### GIVEN DATA
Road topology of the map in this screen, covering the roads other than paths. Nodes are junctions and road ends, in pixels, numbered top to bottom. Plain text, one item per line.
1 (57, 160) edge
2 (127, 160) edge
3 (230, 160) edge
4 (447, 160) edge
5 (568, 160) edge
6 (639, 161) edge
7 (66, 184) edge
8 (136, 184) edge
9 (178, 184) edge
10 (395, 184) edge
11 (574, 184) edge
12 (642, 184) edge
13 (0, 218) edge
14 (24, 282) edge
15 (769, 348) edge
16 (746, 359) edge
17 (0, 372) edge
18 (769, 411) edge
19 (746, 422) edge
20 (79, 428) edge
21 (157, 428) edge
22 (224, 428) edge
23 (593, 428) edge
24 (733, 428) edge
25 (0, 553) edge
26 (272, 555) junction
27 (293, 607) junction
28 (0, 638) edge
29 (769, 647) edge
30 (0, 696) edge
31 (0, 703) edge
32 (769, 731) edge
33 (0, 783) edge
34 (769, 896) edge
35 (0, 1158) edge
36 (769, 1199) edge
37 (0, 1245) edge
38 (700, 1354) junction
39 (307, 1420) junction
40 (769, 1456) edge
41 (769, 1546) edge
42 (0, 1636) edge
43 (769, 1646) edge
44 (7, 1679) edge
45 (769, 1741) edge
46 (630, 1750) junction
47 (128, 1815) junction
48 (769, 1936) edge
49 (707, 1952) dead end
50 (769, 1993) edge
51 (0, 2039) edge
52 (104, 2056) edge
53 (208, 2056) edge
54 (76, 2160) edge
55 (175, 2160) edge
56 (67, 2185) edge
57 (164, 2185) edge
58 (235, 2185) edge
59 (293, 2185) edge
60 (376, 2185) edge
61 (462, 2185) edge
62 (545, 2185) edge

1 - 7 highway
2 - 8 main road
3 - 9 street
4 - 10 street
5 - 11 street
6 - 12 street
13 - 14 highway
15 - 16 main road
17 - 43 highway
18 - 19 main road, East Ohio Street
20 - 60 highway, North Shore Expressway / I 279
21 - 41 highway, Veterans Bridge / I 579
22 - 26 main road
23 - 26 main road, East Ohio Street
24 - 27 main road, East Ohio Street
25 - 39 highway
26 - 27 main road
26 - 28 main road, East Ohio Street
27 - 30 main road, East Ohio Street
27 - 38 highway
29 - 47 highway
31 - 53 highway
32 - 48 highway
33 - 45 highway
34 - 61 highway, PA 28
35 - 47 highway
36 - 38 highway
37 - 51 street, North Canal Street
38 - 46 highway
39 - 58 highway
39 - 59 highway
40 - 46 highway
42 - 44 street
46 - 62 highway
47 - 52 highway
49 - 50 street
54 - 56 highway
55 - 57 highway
######
> TASK DIRECTIONS: The entries above, copied exactly, form the whole answer.

> SOLUTION FOR THIS EXERCISE:
Road topology of the map in this screen, covering the roads other than paths. Nodes are junctions and road ends, in pixels, numbered top to bottom. Plain text, one item per line.
1 (57, 160) edge
2 (127, 160) edge
3 (230, 160) edge
4 (447, 160) edge
5 (568, 160) edge
6 (639, 161) edge
7 (66, 184) edge
8 (136, 184) edge
9 (178, 184) edge
10 (395, 184) edge
11 (574, 184) edge
12 (642, 184) edge
13 (0, 218) edge
14 (24, 282) edge
15 (769, 348) edge
16 (746, 359) edge
17 (0, 372) edge
18 (769, 411) edge
19 (746, 422) edge
20 (79, 428) edge
21 (157, 428) edge
22 (224, 428) edge
23 (593, 428) edge
24 (733, 428) edge
25 (0, 553) edge
26 (272, 555) junction
27 (293, 607) junction
28 (0, 638) edge
29 (769, 647) edge
30 (0, 696) edge
31 (0, 703) edge
32 (769, 731) edge
33 (0, 783) edge
34 (769, 896) edge
35 (0, 1158) edge
36 (769, 1199) edge
37 (0, 1245) edge
38 (700, 1354) junction
39 (307, 1420) junction
40 (769, 1456) edge
41 (769, 1546) edge
42 (0, 1636) edge
43 (769, 1646) edge
44 (7, 1679) edge
45 (769, 1741) edge
46 (630, 1750) junction
47 (128, 1815) junction
48 (769, 1936) edge
49 (707, 1952) dead end
50 (769, 1993) edge
51 (0, 2039) edge
52 (104, 2056) edge
53 (208, 2056) edge
54 (76, 2160) edge
55 (175, 2160) edge
56 (67, 2185) edge
57 (164, 2185) edge
58 (235, 2185) edge
59 (293, 2185) edge
60 (376, 2185) edge
61 (462, 2185) edge
62 (545, 2185) edge

1 - 7 highway
2 - 8 main road
3 - 9 street
4 - 10 street
5 - 11 street
6 - 12 street
13 - 14 highway
15 - 16 main road
17 - 43 highway
18 - 19 main road, East Ohio Street
20 - 60 highway, North Shore Expressway / I 279
21 - 41 highway, Veterans Bridge / I 579
22 - 26 main road
23 - 26 main road, East Ohio Street
24 - 27 main road, East Ohio Street
25 - 39 highway
26 - 27 main road
26 - 28 main road, East Ohio Street
27 - 30 main road, East Ohio Street
27 - 38 highway
29 - 47 highway
31 - 53 highway
32 - 48 highway
33 - 45 highway
34 - 61 highway, PA 28
35 - 47 highway
36 - 38 highway
37 - 51 street, North Canal Street
38 - 46 highway
39 - 58 highway
39 - 59 highway
40 - 46 highway
42 - 44 street
46 - 62 highway
47 - 52 highway
49 - 50 street
54 - 56 highway
55 - 57 highway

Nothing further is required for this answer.